Adjust the input voltage slide so Vstep is 10.0 volts. Leave the R and C values set at 2.24. Press the Numeric button and observe the output voltage and circuit current as functions of time.
You should note that a constant voltage, suddenly applied at t = 0, does not produce an instantaneous output. The circuit current, however, immediately jumps to a value equal to Vstep/R because the voltage across the capacitor is initially zero.
Note also that the output voltage builds rapidly at first and then slows as the output voltage builds. The initial rate of increase of the output voltage is 2 volts per seconds. Since Vo is initially zero, you can see from equation (4.3) that the initial rate is 2 volts per second.
At this rate, the output voltage would reach the step input value in 5 seconds. However, this does not happen because the rate slows as the output voltage builds. You will recall from the block diagram discussion of this circuit given in Section 3.3 that this slowing of the rate is due to the output voltage feeding back and reducing the current flowing into the capacitor. As this current is reduced, the charge on the capacitor asymptotically builds to the value of the input voltage.
It is important to note also that in 5 seconds (one time constant) the output voltage is about 6.5 volts, or roughly 65% of its final value. In 10 seconds (2 time constants), the output voltage is about 8.8 volts or 88%, and in 15 seconds (3 time constants) the output reaches about 9.6 volts, or 96% of its final value. This form of response of this circuit is called the “step response” of a first-order ordinary differential equation.

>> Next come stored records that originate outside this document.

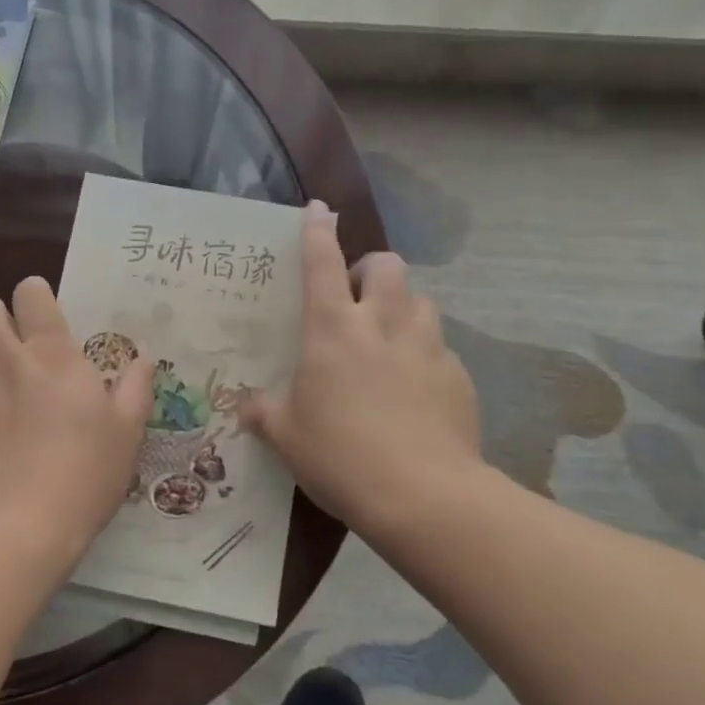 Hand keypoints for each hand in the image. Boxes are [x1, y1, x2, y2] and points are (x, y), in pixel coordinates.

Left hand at [0, 277, 153, 568]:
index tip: (42, 315)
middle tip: (7, 344)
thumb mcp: (127, 432)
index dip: (34, 295)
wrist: (21, 528)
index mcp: (51, 353)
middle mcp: (2, 358)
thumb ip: (135, 387)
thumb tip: (144, 357)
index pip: (30, 292)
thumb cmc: (84, 474)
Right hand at [239, 203, 481, 538]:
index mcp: (333, 329)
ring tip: (390, 337)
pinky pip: (440, 348)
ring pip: (420, 300)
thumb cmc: (342, 456)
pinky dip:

Adjust the Vstep slider to 5 volts and leave the values of R and C set to 2.24. Press the Numeric button and observe the response. Calculate the out voltage as a percentage of the input voltage at 5, 10, and 15 seconds. Compare these percentage results with those when Vstep was set to 10 Volts. Are they similar?
You should find the output voltage percentages for a Vstep of 5 volts to be very close as the percentage for Vstep of 10 volts. No matter what the Vstep value, a first-order ODE will have exactly the same characteristic shape.
Put the value of the step input voltage back to 10 volts. Set the value of R to 3.0 ohms and the value of C to about 1.68 farads. Press the Numeric button and note the response. Did the output voltage response change? Did the initial value of the circuit current change?
You should recall that the product RC has units of time. It is known as the time constant and given the symbol τ. In the simulator this value is shown to the right of the R and C sliders labeled tau. Even though you varied R and C, you varied them in such a way that the product of the two was still 5 seconds. Consequently, the output voltage response remained the same. On the other hand the initial value of the circuit current dropped because we increased R from 2.4 to 3.0 ohms. So the initial current Vstep/R decreased. The value of C has no effect on the magnitude of the initial circuit current.
Keep the value of the step input voltage at 10 volts. Set the value of R and C to values that result in value of tau equal to 2 seconds. Before pressing the Numeric button, write down how long you think it will take the output voltage to reach about 96% of the input voltage. After you write your answer, push the Numeric button, note the response, and check your answer.
By decreasing tau to 2 seconds we increased initial rate of change of the output voltage and made the overall response of the system faster. In about 3 time constants the output of a first order system will reach about 96% of the input value. So in this assignment, we should expect the output voltage to reach 96% in six seconds. If you did not get the answer, go back to the simulator and adjust R and C so tau is 0.5, 1, 2, 3, 4, 5 and 6 seconds then observe the time it takes for the output voltage to reach about 95% of the input voltage. That time should be approximately 3 times the value of the time constant.
Table 4.2 give the exact percent value of the output for a first-order linear ODE versus time (expressed in terms of time constants). Many times manufactures product data is list response time of their components as a step response to an input signal. Given such data you can estimate the time constant of a first order linear ODE that you could use in a dynamic model of that component.